What is being asked:
If a line of the records contains the string "Circular", copy it out.

Dataset content:

————————

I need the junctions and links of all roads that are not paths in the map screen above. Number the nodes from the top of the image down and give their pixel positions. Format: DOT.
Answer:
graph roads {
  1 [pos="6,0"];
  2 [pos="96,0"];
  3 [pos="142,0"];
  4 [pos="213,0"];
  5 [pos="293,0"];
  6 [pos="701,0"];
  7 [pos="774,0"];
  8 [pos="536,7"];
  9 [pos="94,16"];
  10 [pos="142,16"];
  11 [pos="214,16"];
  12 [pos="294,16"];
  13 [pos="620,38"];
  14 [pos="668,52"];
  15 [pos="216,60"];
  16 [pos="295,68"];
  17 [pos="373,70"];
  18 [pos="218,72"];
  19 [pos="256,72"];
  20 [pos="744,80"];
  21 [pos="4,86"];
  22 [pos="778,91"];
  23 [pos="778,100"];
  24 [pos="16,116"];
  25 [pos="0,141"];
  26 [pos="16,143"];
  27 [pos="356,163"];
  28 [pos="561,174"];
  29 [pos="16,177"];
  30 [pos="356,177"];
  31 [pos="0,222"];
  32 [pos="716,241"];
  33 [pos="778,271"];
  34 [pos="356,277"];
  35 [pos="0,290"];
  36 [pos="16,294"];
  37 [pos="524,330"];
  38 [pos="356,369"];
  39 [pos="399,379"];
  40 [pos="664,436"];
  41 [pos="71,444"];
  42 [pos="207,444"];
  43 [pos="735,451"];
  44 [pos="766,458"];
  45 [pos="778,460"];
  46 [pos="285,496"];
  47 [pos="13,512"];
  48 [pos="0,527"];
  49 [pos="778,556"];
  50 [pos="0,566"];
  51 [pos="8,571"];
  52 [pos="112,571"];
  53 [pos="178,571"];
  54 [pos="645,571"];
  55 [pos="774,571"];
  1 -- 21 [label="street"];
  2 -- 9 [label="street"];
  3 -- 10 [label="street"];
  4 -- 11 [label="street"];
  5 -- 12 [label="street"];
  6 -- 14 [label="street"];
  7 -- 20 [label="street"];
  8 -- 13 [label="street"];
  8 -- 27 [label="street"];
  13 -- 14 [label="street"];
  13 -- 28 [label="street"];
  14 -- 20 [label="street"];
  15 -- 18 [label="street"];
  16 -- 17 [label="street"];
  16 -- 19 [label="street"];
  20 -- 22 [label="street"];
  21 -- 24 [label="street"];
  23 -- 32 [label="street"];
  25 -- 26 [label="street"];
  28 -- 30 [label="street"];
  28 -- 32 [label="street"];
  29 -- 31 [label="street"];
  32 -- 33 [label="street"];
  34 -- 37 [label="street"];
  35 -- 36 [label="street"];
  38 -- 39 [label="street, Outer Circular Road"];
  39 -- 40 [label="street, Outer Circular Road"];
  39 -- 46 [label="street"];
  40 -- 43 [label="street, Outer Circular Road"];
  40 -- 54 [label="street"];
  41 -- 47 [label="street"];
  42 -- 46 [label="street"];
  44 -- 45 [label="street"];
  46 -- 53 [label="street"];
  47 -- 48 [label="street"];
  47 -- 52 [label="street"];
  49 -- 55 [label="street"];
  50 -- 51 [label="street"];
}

————————

Reply:
  38 -- 39 [label="street, Outer Circular Road"];
  39 -- 40 [label="street, Outer Circular Road"];
  40 -- 43 [label="street, Outer Circular Road"];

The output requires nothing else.